Microsoft shares insights from red teaming 100 GenAI products

Microsoft’s AI Red Team (AIRT) shared key lessons from its testing of 100 generative AI (GenAI) products in a whitepaper published Monday.

The Microsoft AIRT, which was first established in 2018, has seen its role gradually evolve with the dawn of state-of-the-art GenAI models and applications, advanced image and video models, and agentic AI. The whitepaper focuses on 80 operations covering 100 products since 2021, including AI-powered apps and features (45%), models (24%), plugins (16%) and copilots (15%).

The team outlines its ontology, a standardized set of components examined in its red team operations, which includes the system being tested, the actor being emulated (an attacker or everyday user), the tactics, techniques and procedures (TTPs) used in an attack, the weakness that makes the attack possible and the downstream impact of the attack or interaction.

The paper also provides a number of insights gained from the past three years of operations, which the team noted as increasingly focused on safety and responsibility alongside traditional security concerns.

“These lessons are geared toward professionals looking to identify risks in their own AI systems, and they shed light on how to align red teaming efforts with potential harms in the real world,” the Microsoft AIRT researchers stated in a blog post accompanying the paper.

AI red teaming lessons for security professionals

The first takeaway Microsoft’s AI Red Team presents is that understanding the capabilities and applications of the tested system in context is key in formulating an effective red teaming approach, as this prioritizes the potential real-world impacts of attacks or misuse.

For example, larger models can present greater risks than small models due to their greater knowledge of potentially harmful topics, stronger adherence to user instructions and greater ability to respond to encoded prompts, such as those transmitted in base64. Additionally, the application of a model is important to consider, as the same model could be used for vastly different purposes such as creative writing versus summarization of sensitive medical records.

The authors recommend taking these factors into consideration when designing test scenarios, in order to uncover vulnerabilities that could have the greatest real-world impact if left unaddressed.

Another insight the team noted is that real-world threat actors are more likely to use simple and low-cost methods such as basic prompt injections and jailbreaks to target AI systems, rather than using gradient-based methods that thoroughly probe models to optimize their attack.

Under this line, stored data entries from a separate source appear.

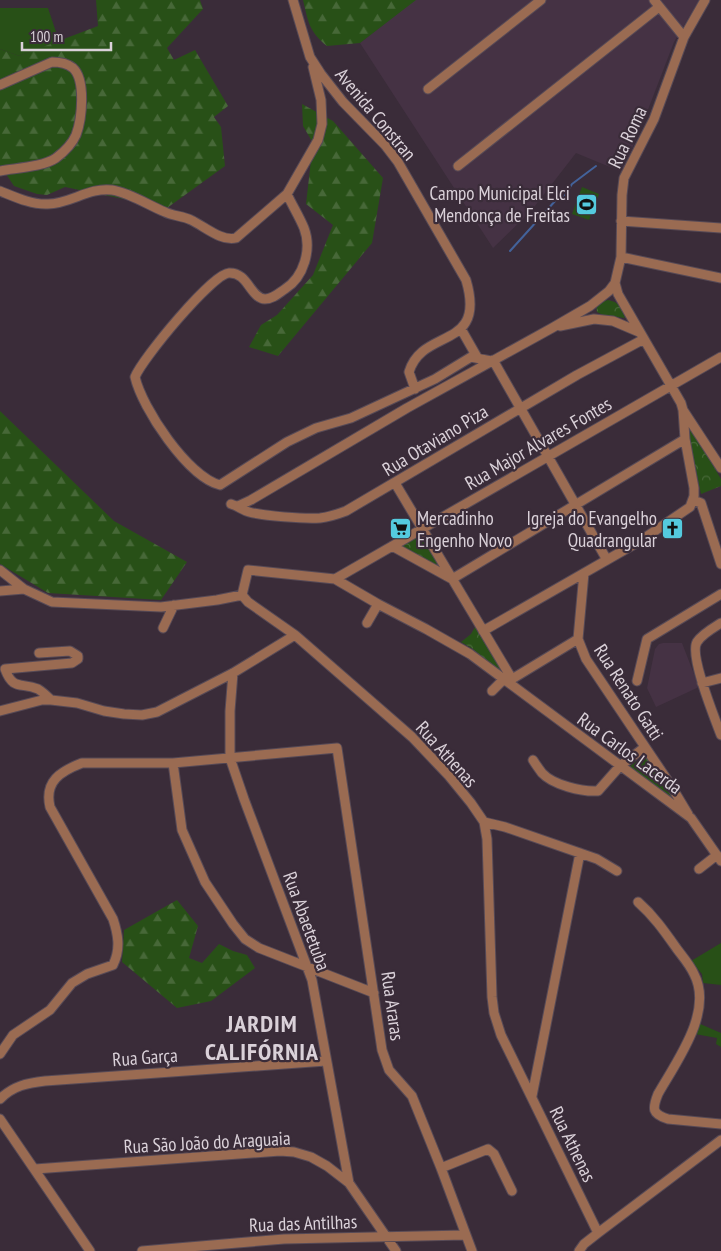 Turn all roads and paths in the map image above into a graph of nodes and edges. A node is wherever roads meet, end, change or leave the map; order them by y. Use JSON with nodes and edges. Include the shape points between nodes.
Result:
{"nodes":[{"id":1,"x":293,"y":0,"type":"edge"},
{"id":2,"x":541,"y":0,"type":"edge"},
{"id":3,"x":706,"y":0,"type":"edge"},
{"id":4,"x":656,"y":3,"type":"edge"},
{"id":5,"x":684,"y":37,"type":"junction"},
{"id":6,"x":310,"y":57,"type":"junction"},
{"id":7,"x":0,"y":85,"type":"edge"},
{"id":8,"x":428,"y":89,"type":"dead end"},
{"id":9,"x":458,"y":166,"type":"dead end"},
{"id":10,"x":0,"y":171,"type":"edge"},
{"id":11,"x":0,"y":191,"type":"edge"},
{"id":12,"x":287,"y":194,"type":"junction"},
{"id":13,"x":621,"y":220,"type":"junction"},
{"id":14,"x":721,"y":228,"type":"edge"},
{"id":15,"x":621,"y":257,"type":"junction"},
{"id":16,"x":721,"y":278,"type":"edge"},
{"id":17,"x":615,"y":283,"type":"junction"},
{"id":18,"x":600,"y":298,"type":"junction"},
{"id":19,"x":622,"y":300,"type":"junction"},
{"id":20,"x":590,"y":306,"type":"junction"},
{"id":21,"x":594,"y":319,"type":"junction"},
{"id":22,"x":552,"y":328,"type":"junction"},
{"id":23,"x":461,"y":329,"type":"junction"},
{"id":24,"x":642,"y":336,"type":"junction"},
{"id":25,"x":721,"y":357,"type":"edge"},
{"id":26,"x":477,"y":358,"type":"junction"},
{"id":27,"x":492,"y":361,"type":"junction"},
{"id":28,"x":409,"y":372,"type":"junction"},
{"id":29,"x":674,"y":384,"type":"junction"},
{"id":30,"x":415,"y":389,"type":"junction"},
{"id":31,"x":405,"y":394,"type":"junction"},
{"id":32,"x":520,"y":408,"type":"junction"},
{"id":33,"x":683,"y":410,"type":"junction"},
{"id":34,"x":685,"y":439,"type":"junction"},
{"id":35,"x":548,"y":456,"type":"junction"},
{"id":36,"x":721,"y":468,"type":"edge"},
{"id":37,"x":395,"y":483,"type":"junction"},
{"id":38,"x":694,"y":500,"type":"junction"},
{"id":39,"x":575,"y":505,"type":"junction"},
{"id":40,"x":422,"y":529,"type":"junction"},
{"id":41,"x":392,"y":546,"type":"junction"},
{"id":42,"x":607,"y":560,"type":"junction"},
{"id":43,"x":721,"y":564,"type":"edge"},
{"id":44,"x":0,"y":570,"type":"edge"},
{"id":45,"x":584,"y":573,"type":"junction"},
{"id":46,"x":452,"y":578,"type":"junction"},
{"id":47,"x":335,"y":579,"type":"junction"},
{"id":48,"x":24,"y":589,"type":"junction"},
{"id":49,"x":0,"y":591,"type":"edge"},
{"id":50,"x":721,"y":594,"type":"edge"},
{"id":51,"x":242,"y":595,"type":"junction"},
{"id":52,"x":378,"y":604,"type":"junction"},
{"id":53,"x":174,"y":605,"type":"junction"},
{"id":54,"x":367,"y":623,"type":"dead end"},
{"id":55,"x":721,"y":623,"type":"edge"},
{"id":56,"x":163,"y":628,"type":"dead end"},
{"id":57,"x":483,"y":631,"type":"junction"},
{"id":58,"x":295,"y":635,"type":"junction"},
{"id":59,"x":578,"y":639,"type":"junction"},
{"id":60,"x":39,"y":653,"type":"dead end"},
{"id":61,"x":3,"y":667,"type":"edge"},
{"id":62,"x":233,"y":673,"type":"junction"},
{"id":63,"x":721,"y":678,"type":"edge"},
{"id":64,"x":508,"y":681,"type":"junction"},
{"id":65,"x":637,"y":681,"type":"dead end"},
{"id":66,"x":702,"y":683,"type":"junction"},
{"id":67,"x":492,"y":690,"type":"dead end"},
{"id":68,"x":51,"y":700,"type":"junction"},
{"id":69,"x":0,"y":712,"type":"edge"},
{"id":70,"x":721,"y":735,"type":"edge"},
{"id":71,"x":644,"y":747,"type":"junction"},
{"id":72,"x":230,"y":758,"type":"junction"},
{"id":73,"x":533,"y":760,"type":"dead end"},
{"id":74,"x":173,"y":763,"type":"junction"},
{"id":75,"x":620,"y":766,"type":"junction"},
{"id":76,"x":691,"y":818,"type":"junction"},
{"id":77,"x":484,"y":822,"type":"junction"},
{"id":78,"x":580,"y":853,"type":"junction"},
{"id":79,"x":719,"y":858,"type":"edge"},
{"id":80,"x":699,"y":869,"type":"dead end"},
{"id":81,"x":617,"y":871,"type":"dead end"},
{"id":82,"x":638,"y":902,"type":"dead end"},
{"id":83,"x":305,"y":965,"type":"junction"},
{"id":84,"x":374,"y":993,"type":"junction"},
{"id":85,"x":0,"y":1054,"type":"edge"},
{"id":86,"x":326,"y":1061,"type":"junction"},
{"id":87,"x":532,"y":1096,"type":"junction"},
{"id":88,"x":0,"y":1099,"type":"edge"},
{"id":89,"x":0,"y":1119,"type":"edge"},
{"id":90,"x":721,"y":1124,"type":"edge"},
{"id":91,"x":721,"y":1140,"type":"edge"},
{"id":92,"x":441,"y":1168,"type":"junction"},
{"id":93,"x":35,"y":1169,"type":"junction"},
{"id":94,"x":349,"y":1183,"type":"junction"},
{"id":95,"x":512,"y":1191,"type":"dead end"},
{"id":96,"x":598,"y":1233,"type":"junction"},
{"id":97,"x":465,"y":1235,"type":"junction"},
{"id":98,"x":386,"y":1236,"type":"junction"},
{"id":99,"x":90,"y":1251,"type":"edge"},
{"id":100,"x":142,"y":1251,"type":"edge"},
{"id":101,"x":396,"y":1251,"type":"edge"},
{"id":102,"x":472,"y":1251,"type":"edge"},
{"id":103,"x":579,"y":1251,"type":"edge"}],
"edges":[{"from":1,"to":6,"type":"street","name":"Avenida Constran"},
{"from":2,"to":8,"type":"street"},
{"from":3,"to":5,"type":"street","name":"Rua Roma"},
{"from":4,"to":5,"type":"street"},
{"from":4,"to":9,"type":"street"},
{"from":5,"to":13,"type":"street","name":"Rua Roma","via":[[654,119],[624,178]]},
{"from":6,"to":12,"type":"street","via":[[321,100],[322,124],[318,140]]},
{"from":6,"to":23,"type":"street","name":"Avenida Constran","via":[[343,102],[398,162],[418,193],[466,280],[470,313]]},
{"from":7,"to":10,"type":"street","via":[[52,62],[61,62],[79,75],[82,93],[76,136],[69,146],[54,159]]},
{"from":11,"to":12,"type":"street","via":[[22,200],[48,204],[94,191],[112,190],[189,219],[227,239],[242,234]]},
{"from":12,"to":31,"type":"street","via":[[305,230],[307,251],[302,269],[292,284],[265,299],[258,297],[238,274],[222,275],[190,305],[138,370],[135,376],[138,390],[171,443],[187,462],[204,478],[220,485],[295,438]]},
{"from":13,"to":14,"type":"street"},
{"from":13,"to":15,"type":"street","name":"Rua Roma"},
{"from":15,"to":16,"type":"street"},
{"from":15,"to":17,"type":"street","name":"Rua Roma"},
{"from":17,"to":18,"type":"street"},
{"from":17,"to":19,"type":"street"},
{"from":18,"to":19,"type":"street","via":[[611,296]]},
{"from":18,"to":20,"type":"street"},
{"from":19,"to":24,"type":"street"},
{"from":20,"to":21,"type":"street","via":[[589,312]]},
{"from":20,"to":22,"type":"street"},
{"from":21,"to":22,"type":"street"},
{"from":21,"to":24,"type":"street","via":[[613,321]]},
{"from":22,"to":27,"type":"street"},
{"from":23,"to":26,"type":"street"},
{"from":23,"to":28,"type":"street","via":[[415,358]]},
{"from":24,"to":29,"type":"street"},
{"from":24,"to":32,"type":"street","name":"Rua Otaviano Piza"},
{"from":25,"to":29,"type":"street","name":"Rua Major Alvares Fontes"},
{"from":26,"to":27,"type":"street"},
{"from":26,"to":30,"type":"street","via":[[472,357]]},
{"from":27,"to":32,"type":"street"},
{"from":27,"to":37,"type":"street","name":"Rua Otaviano Piza","via":[[235,505],[255,513],[321,518],[346,511]]},
{"from":28,"to":30,"type":"street"},
{"from":28,"to":31,"type":"street"},
{"from":29,"to":33,"type":"street"},
{"from":29,"to":35,"type":"street","name":"Rua Major Alvares Fontes"},
{"from":30,"to":31,"type":"street"},
{"from":32,"to":35,"type":"street"},
{"from":32,"to":37,"type":"street","name":"Rua Otaviano Piza"},
{"from":33,"to":34,"type":"street"},
{"from":33,"to":36,"type":"street"},
{"from":34,"to":38,"type":"street"},
{"from":34,"to":39,"type":"street"},
{"from":35,"to":39,"type":"street"},
{"from":35,"to":40,"type":"street","name":"Rua Major Alvares Fontes"},
{"from":37,"to":40,"type":"street"},
{"from":38,"to":42,"type":"street","via":[[687,511]]},
{"from":38,"to":43,"type":"street","via":[[701,503]]},
{"from":39,"to":42,"type":"street"},
{"from":39,"to":46,"type":"street"},
{"from":40,"to":41,"type":"street","name":"Rua Major Alvares Fontes"},
{"from":40,"to":46,"type":"street"},
{"from":41,"to":46,"type":"street"},
{"from":41,"to":47,"type":"street","name":"Rua Major Alvares Fontes"},
{"from":42,"to":45,"type":"street"},
{"from":44,"to":48,"type":"street"},
{"from":45,"to":57,"type":"street"},
{"from":45,"to":59,"type":"street","name":"Rua Renato Gatti"},
{"from":46,"to":57,"type":"street"},
{"from":47,"to":51,"type":"street","via":[[248,570]]},
{"from":47,"to":52,"type":"street","name":"Rua Carlos Lacerda"},
{"from":48,"to":49,"type":"street"},
{"from":48,"to":53,"type":"street","via":[[52,602]]},
{"from":50,"to":65,"type":"street","via":[[647,639]]},
{"from":51,"to":53,"type":"street"},
{"from":51,"to":58,"type":"street","name":"Rua Athenas"},
{"from":52,"to":54,"type":"street"},
{"from":52,"to":64,"type":"street","name":"Rua Carlos Lacerda","via":[[470,654]]},
{"from":53,"to":56,"type":"street"},
{"from":55,"to":66,"type":"street","via":[[696,644]]},
{"from":57,"to":64,"type":"street"},
{"from":58,"to":62,"type":"street"},
{"from":58,"to":77,"type":"street","name":"Rua Athenas","via":[[412,737],[449,776]]},
{"from":59,"to":64,"type":"street"},
{"from":59,"to":71,"type":"street","name":"Rua Renato Gatti","via":[[586,659]]},
{"from":60,"to":61,"type":"street","via":[[70,651],[78,658],[72,663]]},
{"from":61,"to":68,"type":"street","via":[[13,684],[39,690]]},
{"from":62,"to":68,"type":"street","via":[[172,706],[142,715]]},
{"from":62,"to":72,"type":"street","name":"Rua Abaetetuba"},
{"from":63,"to":66,"type":"street"},
{"from":64,"to":67,"type":"street"},
{"from":64,"to":75,"type":"street","name":"Rua Carlos Lacerda"},
{"from":66,"to":70,"type":"street"},
{"from":68,"to":69,"type":"street"},
{"from":71,"to":75,"type":"street"},
{"from":71,"to":76,"type":"street","name":"Rua Renato Gatti"},
{"from":72,"to":74,"type":"street"},
{"from":72,"to":83,"type":"street","name":"Rua Abaetetuba"},
{"from":72,"to":84,"type":"street","name":"Rua Araras","via":[[337,748]]},
{"from":73,"to":75,"type":"street","via":[[552,780],[579,790],[598,791]]},
{"from":74,"to":83,"type":"street","via":[[182,830],[205,882],[246,939],[259,948]]},
{"from":74,"to":85,"type":"street","via":[[82,764],[59,775],[50,788],[50,807],[113,919],[118,951],[113,965],[72,983],[50,1010],[13,1035]]},
{"from":75,"to":76,"type":"street","name":"Rua Carlos Lacerda"},
{"from":76,"to":79,"type":"street","name":"Rua Carlos Lacerda"},
{"from":77,"to":78,"type":"street"},
{"from":77,"to":87,"type":"street","name":"Rua Athenas","via":[[494,1013],[501,1035]]},
{"from":78,"to":81,"type":"street"},
{"from":78,"to":87,"type":"street"},
{"from":79,"to":80,"type":"street"},
{"from":82,"to":90,"type":"street","via":[[654,915],[695,974],[700,996],[696,1021],[658,1094],[655,1111],[668,1119]]},
{"from":83,"to":84,"type":"street"},
{"from":83,"to":86,"type":"street","name":"Rua Abaetetuba","via":[[312,980]]},
{"from":84,"to":92,"type":"street","name":"Rua Araras","via":[[386,1063],[412,1096]]},
{"from":86,"to":88,"type":"street","name":"Rua Garça","via":[[45,1081],[18,1086]]},
{"from":86,"to":94,"type":"street","name":"Rua Abaetetuba"},
{"from":87,"to":96,"type":"street","name":"Rua Athenas"},
{"from":89,"to":93,"type":"street"},
{"from":91,"to":96,"type":"street"},
{"from":92,"to":95,"type":"street","via":[[488,1149],[494,1154]]},
{"from":92,"to":97,"type":"street","name":"Rua Araras"},
{"from":93,"to":94,"type":"street","name":"Rua São João do Araguaia","via":[[280,1151],[311,1157]]},
{"from":93,"to":99,"type":"street"},
{"from":94,"to":98,"type":"street","name":"Rua São João do Araguaia"},
{"from":96,"to":103,"type":"street"},
{"from":97,"to":98,"type":"street","name":"Rua das Antilhas"},
{"from":97,"to":102,"type":"street","name":"Rua Araras"},
{"from":98,"to":100,"type":"street","name":"Rua das Antilhas","via":[[284,1238]]},
{"from":98,"to":101,"type":"street","name":"Rua São João do Araguaia"}]}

Thus, rather than focusing efforts on testing the most sophisticated possible attack methods, security teams should consider realistic scenarios that are simple to pull of but can still have a significant real-world impact.

In one example of a deceptively simple attack method, the authors presented a case study where a vision language model was jailbroken by an image that had malicious text instructions written on top of it, enabling the model to provide advice on how to commit identity theft when it otherwise would have refused. In another real-world example, attackers used tactics like stretching brand logos to thwart AI-driven phishing detection.

The paper further discussed the difference between AI red teaming and AI safety benchmarking, noting that while each has its benefits, red teaming is better equipped to address novel harm categories that emerge as the technology evolves and can vary greatly from system to system. The authors present a case study as an example, showing how a large language model (LLM) could be used to automate a scam using persuasion tactics combined with speech-to-text and text-to-speech technology, a unique scenario that could be difficult to fit within the context of safety benchmarks.

When it came to red team automation for AI safety and security testing, Microsoft AIRT described how automated methods like Microsoft’s open-source Python Risk Identification Tool for generative AI (PyRIT) framework can increase scale of testing and improve coverage across the AI risk landscape. However, the team also emphasized the importance of humans in red teaming, as subject-matter expertise, understanding of cultural contexts and emotional intelligence are crucial to evaluate the full scope of AI risk.

As responsible AI systems, i.e. those that avoid generating hateful, biased, dangerous and otherwise harmful content, become more relevant with the proliferation of chatbots, image and video models, and AI agents, Microsoft noted that testing and measuring these potential harms can be more difficult than testing traditional security vulnerabilities. Due to the limited understanding of why models may respond to certain prompts with harmful content, and the subjective nature of defining what harmful content is, testing for responsible AI will require more development and new methods that can better address these harms.

LLMs and other GenAI systems may introduce inherent security vulnerabilities of their own, but they can also amplify the risk of existing vulnerabilities in the applications they are integrated with, the authors note. For example, the Microsoft AIRT identified that a vulnerability in an outdated FFmpeg version used by a GenAI-driven video processing system could allow an attacker to potentially access internal resources and escalate privileges by uploading a malicious video file. Therefore, it is important to consider not only model-level flaws, but also flaws in implementation and other components that could create risk within an AI system.

The paper concluded by noting that AI safety and security risks are something that will never be fully solved, but instead mitigated by continually increasing the costs of a successful attack.

“In the absence of safety and security guarantees, we need methods to develop AI systems that are as difficult to break as possible. One way to do this is using break-fix cycles, which perform multiple rounds of red teaming and mitigation until the system is robust to a wide range of attacks,” the authors wrote.